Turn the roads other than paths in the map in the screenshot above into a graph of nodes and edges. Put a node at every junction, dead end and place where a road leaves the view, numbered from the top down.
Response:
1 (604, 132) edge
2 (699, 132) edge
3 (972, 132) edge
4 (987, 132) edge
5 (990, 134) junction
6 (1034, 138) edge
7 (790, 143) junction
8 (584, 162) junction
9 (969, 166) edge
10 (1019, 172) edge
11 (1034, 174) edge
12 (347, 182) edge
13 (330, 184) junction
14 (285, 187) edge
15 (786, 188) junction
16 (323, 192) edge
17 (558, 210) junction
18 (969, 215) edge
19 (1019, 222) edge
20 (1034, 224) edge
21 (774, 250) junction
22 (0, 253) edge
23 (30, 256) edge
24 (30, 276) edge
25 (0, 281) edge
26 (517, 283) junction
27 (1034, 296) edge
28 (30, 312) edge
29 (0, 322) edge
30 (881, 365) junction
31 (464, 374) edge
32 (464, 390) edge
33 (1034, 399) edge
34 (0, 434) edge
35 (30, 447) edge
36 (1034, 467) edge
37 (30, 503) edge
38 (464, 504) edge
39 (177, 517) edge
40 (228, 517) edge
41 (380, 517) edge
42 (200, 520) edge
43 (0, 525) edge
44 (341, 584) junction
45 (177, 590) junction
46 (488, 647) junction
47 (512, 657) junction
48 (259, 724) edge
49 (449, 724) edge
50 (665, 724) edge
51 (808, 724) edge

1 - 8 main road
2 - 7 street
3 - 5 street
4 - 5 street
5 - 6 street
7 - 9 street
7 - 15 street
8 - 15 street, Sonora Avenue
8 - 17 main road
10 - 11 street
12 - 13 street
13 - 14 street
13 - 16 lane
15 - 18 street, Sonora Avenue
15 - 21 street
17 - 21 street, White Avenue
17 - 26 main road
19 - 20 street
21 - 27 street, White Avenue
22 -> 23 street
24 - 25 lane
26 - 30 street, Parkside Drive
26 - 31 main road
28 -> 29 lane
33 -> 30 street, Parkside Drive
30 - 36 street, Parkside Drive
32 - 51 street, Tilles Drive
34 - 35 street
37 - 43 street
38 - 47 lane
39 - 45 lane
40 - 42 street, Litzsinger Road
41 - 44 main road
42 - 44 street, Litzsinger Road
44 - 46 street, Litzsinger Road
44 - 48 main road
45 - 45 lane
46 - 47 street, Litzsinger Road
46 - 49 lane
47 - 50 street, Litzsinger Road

# EXERCISE DIRECTIONS
Return all lines of the material above in which the word "Drive" occurs.

# TASK ANSWER
26 - 30 street, Parkside Drive
33 -> 30 street, Parkside Drive
30 - 36 street, Parkside Drive
32 - 51 street, Tilles Drive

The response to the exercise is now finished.